Well above the Arctic Circle is where you will find the best rock climbing available in Norway. From the Lofoten archipelago to the iconic Stetind this harsh environment is both an excellent location to learn rock climbing skills and techniques as well as hone them. Getting here can be quite tricky, but your effort to arrive is more than rewarded. To get to this remote region you will likely have to fly into Oslo then take another regional flight into Bodø or Narvik and from there another flight, bus or ferry onto your final destination. However, once you arrive, you will be rewarded by sparsely populated landscapes that have been carved by nature’s fury.

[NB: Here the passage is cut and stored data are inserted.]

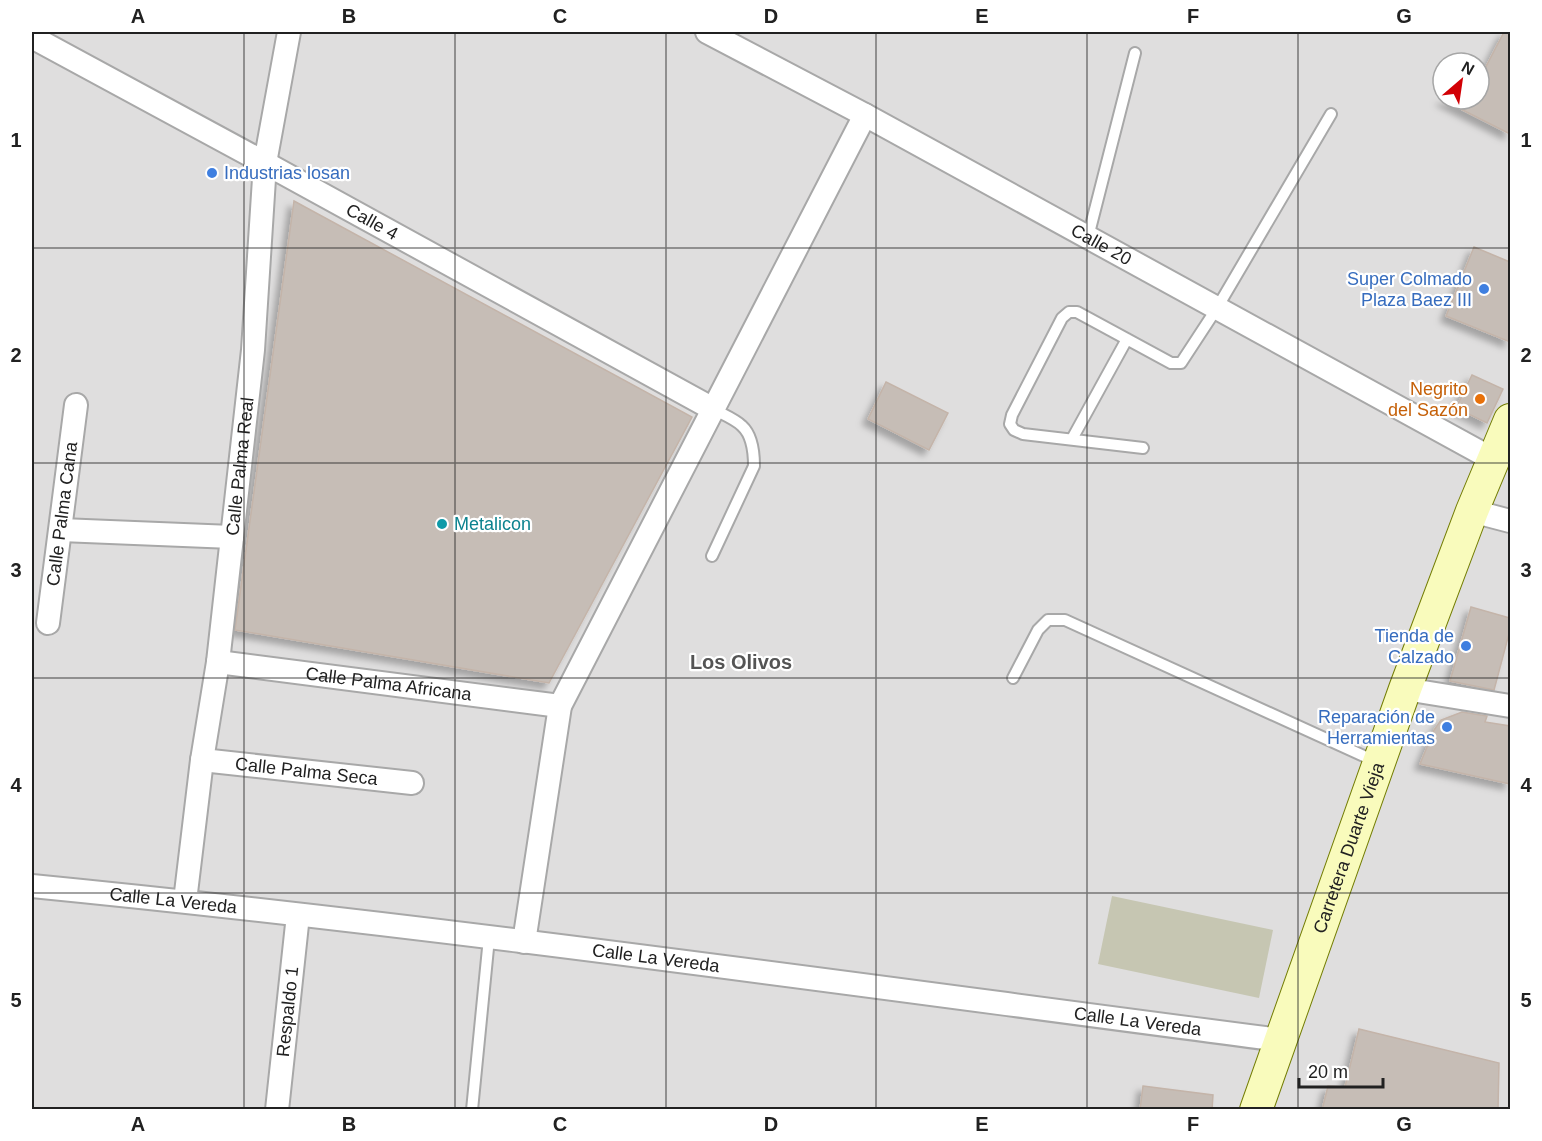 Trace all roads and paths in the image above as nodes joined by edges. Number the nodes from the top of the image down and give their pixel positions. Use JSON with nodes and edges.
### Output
{"nodes":[{"id":1,"x":289,"y":32,"type":"edge"},
{"id":2,"x":707,"y":32,"type":"edge"},
{"id":3,"x":32,"y":37,"type":"edge"},
{"id":4,"x":1135,"y":53,"type":"dead end"},
{"id":5,"x":1331,"y":114,"type":"dead end"},
{"id":6,"x":865,"y":115,"type":"junction"},
{"id":7,"x":265,"y":163,"type":"junction"},
{"id":8,"x":1088,"y":237,"type":"junction"},
{"id":9,"x":1217,"y":308,"type":"junction"},
{"id":10,"x":1127,"y":339,"type":"junction"},
{"id":11,"x":76,"y":405,"type":"dead end"},
{"id":12,"x":713,"y":409,"type":"junction"},
{"id":13,"x":1510,"y":420,"type":"edge"},
{"id":14,"x":1072,"y":439,"type":"junction"},
{"id":15,"x":1143,"y":448,"type":"dead end"},
{"id":16,"x":1494,"y":460,"type":"junction"},
{"id":17,"x":1472,"y":511,"type":"junction"},
{"id":18,"x":1510,"y":521,"type":"edge"},
{"id":19,"x":60,"y":530,"type":"junction"},
{"id":20,"x":232,"y":537,"type":"junction"},
{"id":21,"x":712,"y":556,"type":"dead end"},
{"id":22,"x":48,"y":623,"type":"dead end"},
{"id":23,"x":218,"y":663,"type":"junction"},
{"id":24,"x":1013,"y":678,"type":"dead end"},
{"id":25,"x":1405,"y":689,"type":"junction"},
{"id":26,"x":560,"y":705,"type":"junction"},
{"id":27,"x":1510,"y":706,"type":"edge"},
{"id":28,"x":202,"y":760,"type":"junction"},
{"id":29,"x":1378,"y":763,"type":"junction"},
{"id":30,"x":412,"y":783,"type":"dead end"},
{"id":31,"x":32,"y":885,"type":"edge"},
{"id":32,"x":185,"y":901,"type":"junction"},
{"id":33,"x":298,"y":915,"type":"junction"},
{"id":34,"x":489,"y":938,"type":"junction"},
{"id":35,"x":524,"y":942,"type":"junction"},
{"id":36,"x":1280,"y":1040,"type":"junction"},
{"id":37,"x":277,"y":1110,"type":"edge"},
{"id":38,"x":472,"y":1110,"type":"edge"},
{"id":39,"x":1256,"y":1110,"type":"edge"}],
"edges":[{"from":1,"to":7,"type":"street","name":"Calle Palma Real"},
{"from":2,"to":6,"type":"street","name":"Calle 20"},
{"from":3,"to":7,"type":"street","name":"Calle 4"},
{"from":4,"to":8,"type":"lane"},
{"from":5,"to":9,"type":"lane"},
{"from":6,"to":8,"type":"street","name":"Calle 20"},
{"from":6,"to":12,"type":"street"},
{"from":7,"to":12,"type":"street","name":"Calle 4"},
{"from":7,"to":20,"type":"street","name":"Calle Palma Real"},
{"from":8,"to":9,"type":"street","name":"Calle 20"},
{"from":9,"to":10,"type":"lane"},
{"from":9,"to":16,"type":"street","name":"Calle 20"},
{"from":10,"to":14,"type":"lane"},
{"from":10,"to":14,"type":"lane"},
{"from":11,"to":19,"type":"street","name":"Calle Palma Cana"},
{"from":12,"to":21,"type":"lane"},
{"from":12,"to":26,"type":"street"},
{"from":13,"to":16,"type":"main road","name":"Carretera Duarte Vieja"},
{"from":14,"to":15,"type":"lane"},
{"from":16,"to":17,"type":"main road","name":"Carretera Duarte Vieja"},
{"from":17,"to":18,"type":"street"},
{"from":17,"to":25,"type":"main road","name":"Carretera Duarte Vieja"},
{"from":19,"to":20,"type":"street"},
{"from":19,"to":22,"type":"street","name":"Calle Palma Cana"},
{"from":20,"to":23,"type":"street","name":"Calle Palma Real"},
{"from":23,"to":26,"type":"street","name":"Calle Palma Africana"},
{"from":23,"to":28,"type":"street","name":"Calle Palma Real"},
{"from":24,"to":29,"type":"lane"},
{"from":25,"to":27,"type":"street"},
{"from":25,"to":29,"type":"main road","name":"Carretera Duarte Vieja"},
{"from":26,"to":35,"type":"street"},
{"from":28,"to":30,"type":"street","name":"Calle Palma Seca"},
{"from":28,"to":32,"type":"street","name":"Calle Palma Real"},
{"from":29,"to":36,"type":"main road","name":"Carretera Duarte Vieja"},
{"from":31,"to":32,"type":"street","name":"Calle La Vereda"},
{"from":32,"to":33,"type":"street","name":"Calle La Vereda"},
{"from":33,"to":34,"type":"street","name":"Calle La Vereda"},
{"from":33,"to":37,"type":"street","name":"Respaldo 1"},
{"from":34,"to":35,"type":"street","name":"Calle La Vereda"},
{"from":34,"to":38,"type":"lane"},
{"from":35,"to":36,"type":"street","name":"Calle La Vereda"},
{"from":36,"to":39,"type":"main road","name":"Carretera Duarte Vieja"}]}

During the summer months in the north of Norway, temperatures are generally between 18ºC and 24ºC. The summer is also the driest time of year in the region.
Norwegian, Sami, English
Individual rock climbing outings generally last between a half-day and full-day. However, many of the top spots, such as the Lofoten islands, are difficult to get to, so spending a week or two is the best way to see this wonderful country.